I’m finding that even if I only spend 3 ½ hours in the studio, its 3 ½ hours of solid work – more than twice as much as I would achieve at home.  Not having the distractions helps enormously.

It is starting to get bitterly cold in there now though, so it would be hard to spend all day working.  There is heating, but that’s additional to the studio rent, so we’re all trying to last out as long as possible.

I’ve been thinking a lot about housing and its insecurities in my work recently. It’s on the news, it’s around people I know….  it’s a worry to many.  The title of  ‘While I move away’  (see image above) was taken from the Killers song, I don’t know if they intended the lyrics to be read in the way I saw them, but I thought they were quite poignant.
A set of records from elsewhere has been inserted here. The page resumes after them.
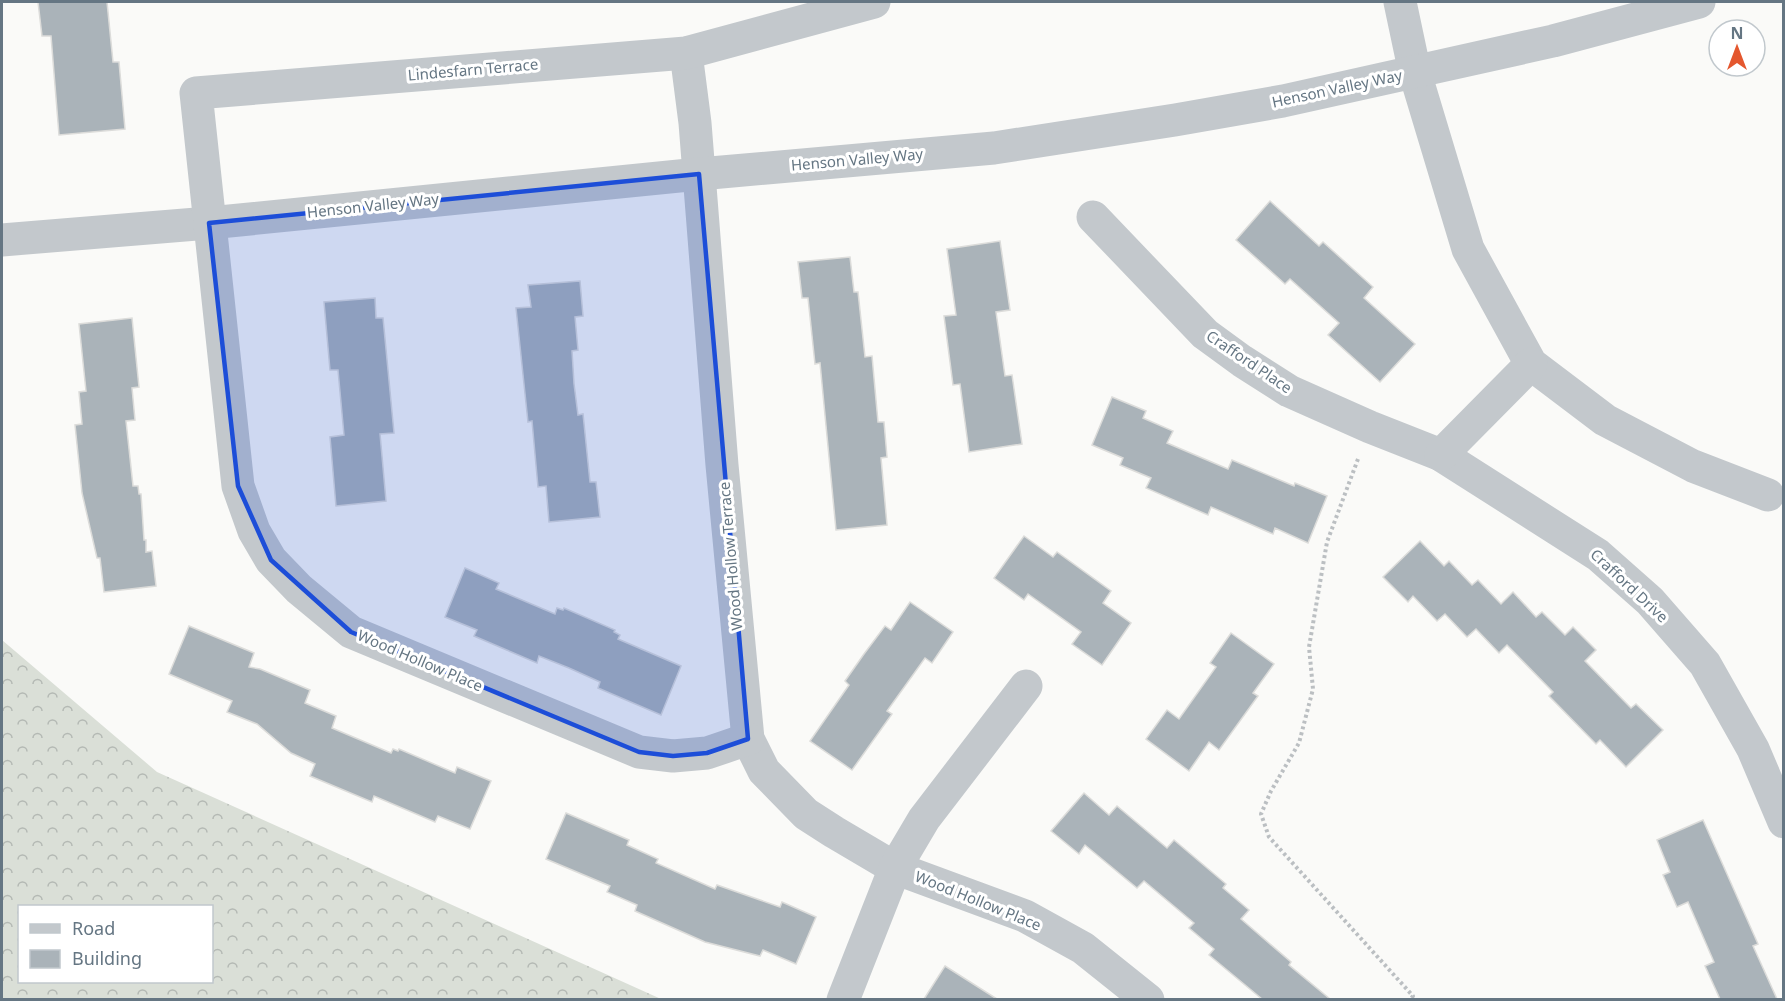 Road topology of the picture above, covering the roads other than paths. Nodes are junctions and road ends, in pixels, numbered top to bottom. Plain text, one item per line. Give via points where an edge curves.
1 (874, 2) edge
2 (1400, 2) edge
3 (1699, 2) edge
4 (686, 53) junction
5 (1415, 73) junction
6 (699, 174) junction
7 (1093, 216) dead end
8 (209, 223) junction
9 (2, 240) edge
10 (1531, 364) junction
11 (1441, 455) junction
12 (1768, 495) dead end
13 (1026, 686) dead end
14 (748, 739) junction
15 (1784, 822) edge
16 (895, 868) junction
17 (843, 999) edge
18 (1148, 999) edge

1 - 4 street, Lindesfarn Terrace
2 - 5 street
3 - 5 street, Henson Valley Way
4 - 6 street, Wood Hollow Terrace
4 - 8 street, Lindesfarn Terrace via 196,93
5 - 6 street, Henson Valley Way via 1175,120 994,147
5 - 10 street via 1468,249
6 - 8 street, Henson Valley Way
6 - 14 street, Wood Hollow Terrace
7 - 11 street, Crafford Place via 1205,334 1242,361 1289,391
8 - 9 street, Henson Valley Way
8 - 14 street, Wood Hollow Place via 238,486 254,531 271,560 299,589 351,632 639,752 673,756 706,753
10 - 11 street
10 - 12 street via 1605,420 1693,466
11 - 15 street, Crafford Drive via 1598,555 1650,601 1705,664 1753,749
13 - 16 street via 924,819
14 - 16 street, Wood Hollow Terrace via 764,771 807,814
16 - 17 street
16 - 18 street, Wood Hollow Place via 1025,916 1083,948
‘ Last time I said I was in control
I had 25 debts and we both know
When you come back now, you’ll see my face
I said 25 debts and we both pray

While I move away, hard times don’t come until tomorrow
These eyes don’t see, take your skin off when you’re listen to me
Move away, hard times don’t come until….’
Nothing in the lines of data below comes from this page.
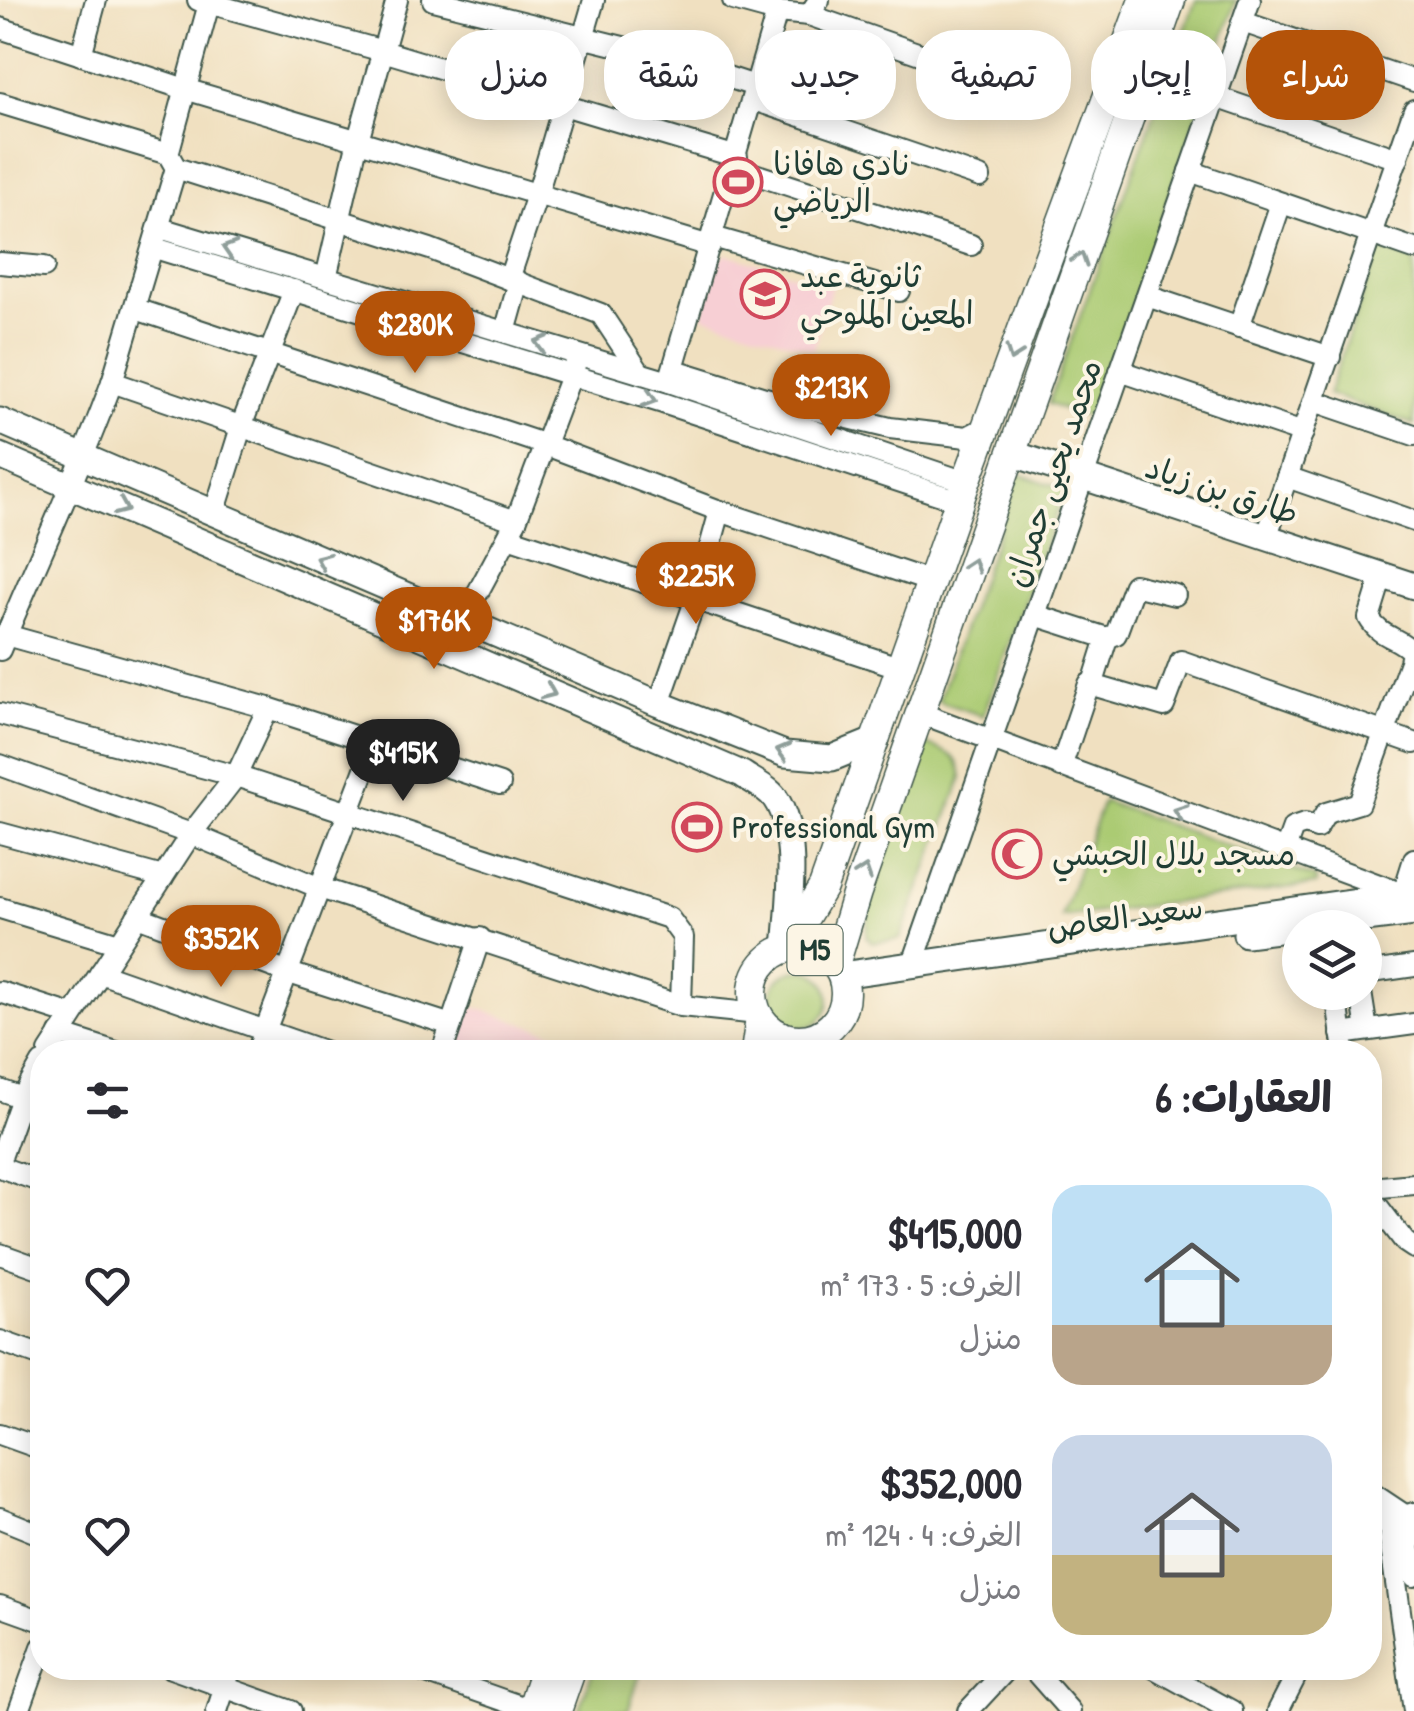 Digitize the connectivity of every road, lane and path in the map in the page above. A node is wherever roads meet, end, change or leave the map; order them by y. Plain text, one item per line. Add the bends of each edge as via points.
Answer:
1 (96, 0) edge
2 (397, 0) edge
3 (434, 0) edge
4 (594, 0) edge
5 (732, 0) edge
6 (1143, 0) edge
7 (1171, 0) edge
8 (1250, 0) edge
9 (206, 1) edge
10 (814, 8) edge
11 (777, 12) junction
12 (1242, 22) junction
13 (0, 28) edge
14 (557, 30) edge
15 (584, 30) edge
16 (772, 30) edge
17 (584, 37) edge
18 (383, 51) junction
19 (916, 51) edge
20 (80, 55) junction
21 (1226, 68) edge
22 (445, 69) edge
23 (1414, 81) edge
24 (185, 88) junction
25 (755, 93) edge
26 (755, 96) edge
27 (1226, 100) edge
28 (0, 103) edge
29 (1414, 110) edge
30 (584, 111) edge
31 (558, 120) edge
32 (828, 120) edge
33 (1208, 120) edge
34 (358, 140) junction
35 (1405, 149) edge
36 (172, 161) junction
37 (735, 162) junction
38 (1190, 172) junction
39 (980, 177) dead end
40 (538, 195) junction
41 (1281, 203) junction
42 (340, 221) junction
43 (1372, 235) junction
44 (157, 238) junction
45 (712, 242) junction
46 (972, 245) dead end
47 (1414, 249) edge
48 (0, 263) edge
49 (44, 267) dead end
50 (326, 278) junction
51 (514, 281) junction
52 (294, 290) junction
53 (899, 291) dead end
54 (1147, 296) junction
55 (136, 309) junction
56 (1239, 327) junction
57 (506, 332) junction
58 (579, 354) junction
59 (269, 355) junction
60 (1330, 357) junction
61 (1120, 371) junction
62 (640, 373) junction
63 (572, 375) junction
64 (671, 376) junction
65 (112, 382) junction
66 (1314, 401) junction
67 (0, 421) edge
68 (242, 424) junction
69 (986, 427) junction
70 (1303, 433) junction
71 (1414, 435) edge
72 (546, 445) junction
73 (1012, 452) junction
74 (0, 456) edge
75 (86, 456) junction
76 (1287, 477) junction
77 (1083, 478) junction
78 (69, 485) junction
79 (962, 491) junction
80 (720, 511) junction
81 (214, 514) junction
82 (1414, 521) edge
83 (512, 529) junction
84 (1266, 538) junction
85 (1382, 576) junction
86 (932, 582) junction
87 (1414, 586) edge
88 (1174, 595) dead end
89 (695, 601) junction
90 (1035, 615) junction
91 (463, 620) junction
92 (1107, 638) junction
93 (3, 642) edge
94 (901, 668) junction
95 (1094, 683) junction
96 (659, 704) junction
97 (268, 708) junction
98 (0, 714) edge
99 (920, 714) junction
100 (1384, 732) junction
101 (876, 740) junction
102 (990, 742) junction
103 (375, 743) junction
104 (1414, 744) edge
105 (0, 765) edge
106 (1061, 768) junction
107 (236, 776) junction
108 (500, 784) dead end
109 (349, 813) junction
110 (0, 833) edge
111 (192, 834) junction
112 (1285, 850) junction
113 (1414, 859) edge
114 (163, 877) junction
115 (320, 888) junction
116 (1410, 900) edge
117 (0, 908) edge
118 (1382, 910) edge
119 (138, 916) junction
120 (1282, 931) edge
121 (480, 938) junction
122 (119, 944) junction
123 (786, 949) junction
124 (912, 966) junction
125 (1414, 966) edge
126 (1382, 971) edge
127 (100, 972) junction
128 (286, 972) junction
129 (840, 976) junction
130 (0, 992) edge
131 (681, 1006) junction
132 (1338, 1010) edge
133 (1363, 1010) edge
134 (72, 1015) junction
135 (759, 1016) junction
136 (1414, 1024) edge
137 (451, 1025) junction
138 (1367, 1030) junction
139 (60, 1034) junction
140 (56, 1040) edge
141 (79, 1040) edge
142 (256, 1040) edge
143 (262, 1040) edge
144 (446, 1040) edge
145 (756, 1040) edge
146 (803, 1040) edge
147 (819, 1040) edge
148 (1343, 1040) edge
149 (1349, 1040) edge
150 (0, 1090) edge
151 (30, 1101) edge
152 (30, 1106) edge
153 (0, 1163) edge
154 (30, 1177) edge
155 (1414, 1184) edge
156 (1382, 1187) edge
157 (1382, 1212) edge
158 (1414, 1248) edge
159 (0, 1254) edge
160 (30, 1264) edge
161 (0, 1341) edge
162 (30, 1352) edge
163 (0, 1434) edge
164 (30, 1445) edge
165 (1382, 1502) edge
166 (0, 1518) edge
167 (1382, 1519) edge
168 (1408, 1525) edge
169 (30, 1530) edge
170 (1414, 1576) edge
171 (0, 1606) edge
172 (30, 1617) edge
173 (30, 1677) edge
174 (227, 1680) edge
175 (234, 1680) edge
176 (445, 1680) edge
177 (542, 1680) edge
178 (568, 1680) edge
179 (997, 1680) edge
180 (1043, 1680) edge
181 (1176, 1680) edge
182 (1294, 1680) edge
183 (0, 1706) edge
184 (16, 1711) edge
185 (217, 1711) edge
186 (291, 1711) edge
187 (531, 1711) edge
188 (556, 1711) edge
189 (968, 1711) edge
190 (1070, 1711) edge
191 (1232, 1711) edge
192 (1278, 1711) edge
193 (1414, 1711) edge

1 - 20 street
2 - 18 street
3 - 14 street
4 - 15 street
5 - 11 street
6 -> 69 highway
73 -> 7 highway
8 - 12 street, محمد يحيى جمران
9 - 18 street
9 - 24 street
10 - 11 street
10 - 19 street
11 - 16 street
12 - 21 street, محمد يحيى جمران
12 - 23 street
13 - 20 street
17 - 25 street via 674,60
18 - 22 street
18 - 34 street
20 - 24 street
24 - 34 street
24 - 36 street
26 - 37 street
27 - 35 street
28 - 36 street
29 - 35 street
30 - 37 street
31 - 40 street
32 - 39 street
33 - 38 street, محمد يحيى جمران
34 - 40 street
34 - 42 street
35 - 43 street
36 - 42 street
36 - 44 street
37 - 45 street
37 - 46 street
38 - 41 street
38 - 54 street, محمد يحيى جمران
40 - 45 street
40 - 51 street
41 - 43 street
41 - 56 street
42 - 50 street
42 - 51 street
43 - 47 street
43 - 60 street
50 -> 44 street
44 - 52 street
44 - 55 street
45 - 53 street
45 - 64 street
48 - 49 street
50 - 57 street
51 - 57 street
51 - 62 street via 601,314
52 - 59 street
52 - 63 street
54 - 56 street
54 - 61 street, محمد يحيى جمران
55 - 59 street
55 - 65 street
56 - 60 street
58 -> 57 street
58 - 62 street
58 - 63 street
59 - 68 street
59 - 72 street
60 - 66 street
61 - 70 street
61 - 77 street, محمد يحيى جمران
62 - 64 street
63 - 72 street
63 -> 79 street
64 - 69 street via 890,428 967,437
64 - 79 street
65 - 68 street
65 - 75 street
66 - 70 street
66 - 71 street
67 - 75 main road
68 - 81 street
68 - 83 street
69 - 79 highway
70 - 76 street
72 - 80 street
72 - 83 street
73 - 77 main road, طارق بن زياد
99 -> 73 highway
74 - 78 main road
75 - 78 street
75 - 81 main road
76 - 82 street
76 - 84 street
77 - 84 main road, طارق بن زياد
77 - 90 street, محمد يحيى جمران
78 - 93 street
78 -> 123 main road via 742,774 774,796 787,828
79 - 86 highway
80 - 86 street
80 - 89 street
91 -> 81 main road
83 - 89 street
83 - 91 street
84 - 85 main road, طارق بن زياد
85 - 87 main road, طارق بن زياد
85 - 100 street via 1370,618 1412,652
86 - 94 highway
88 - 92 street via 1134,585 1116,634
89 - 94 street
89 - 96 street
90 - 92 street
90 - 102 street, محمد يحيى جمران
91 - 96 main road
92 - 95 street
93 - 97 street
94 - 101 highway
95 - 100 street via 1164,706 1180,661 1186,661
95 - 106 street via 1086,688
101 -> 96 main road via 832,758 785,754
97 - 103 street
97 - 107 street
98 - 107 street
99 - 102 street
129 -> 99 highway
100 - 104 street
100 - 112 street via 1359,803 1326,813 1317,828 1293,828
101 - 123 highway via 823,887
102 - 106 street
102 - 124 street, محمد يحيى جمران
103 - 108 street
103 - 109 street
105 - 111 street
112 -> 106 street
107 - 109 street
107 - 111 street
109 - 115 street
109 - 131 street via 669,918 683,937
110 - 114 street
111 - 114 street
111 - 115 street
112 - 116 street
113 - 116 street
114 - 119 street
115 - 121 street
115 - 128 street
116 - 118 main road, سعيد العاص
116 - 124 main road
117 - 122 street
119 - 122 street
119 - 128 street
120 - 129 main road, سعيد العاص
121 - 131 street
121 - 137 street
122 - 127 street
123 - 129 highway, M5 via 813,950
123 - 135 highway, M5 via 760,968 753,987
124 - 129 main road
125 - 126 street
127 - 134 street
127 - 142 street
128 - 137 street
128 - 143 street
129 - 147 highway, M5 via 844,1003
130 - 134 street
131 - 135 street
132 - 148 street
133 - 138 street
134 - 139 street
135 - 145 highway
135 - 146 highway, M5 via 782,1036
136 - 138 street
137 - 144 street
138 - 149 street
139 - 140 street
139 - 141 street
150 - 151 street
152 - 153 street
153 - 154 street
155 - 156 street
157 - 158 street
159 - 160 street
161 - 162 street
163 - 164 street
165 - 168 street
166 - 169 street
167 - 168 street
168 - 170 street
168 - 193 street via 1390,1540
171 - 172 street
173 - 184 street
174 - 185 street
175 - 186 street
176 - 187 street
177 - 187 highway
178 - 188 highway
179 - 189 street
180 - 190 street
181 - 191 street
182 - 192 street
183 - 184 street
Although my work is predominately about the life cycle of materials, I do keep jumping back to this security of housing for some reason. Not just the financial aspect of it all, but the seemingly increased environmental threat.

I like the idea of a’ safe house’ and I’m exploring the ideas of either being able to shift housing easily to another location OR to make it part of the environment.

I’m having a few wooden houses made for me (as mentioned in my last blog) but am also making smaller ones myself from reused card and paper.

I’m not working towards any exhibition at the moment, but hoping to have something completed for our open studio weekend (dates to be decided – but hopefully it’ll be next month)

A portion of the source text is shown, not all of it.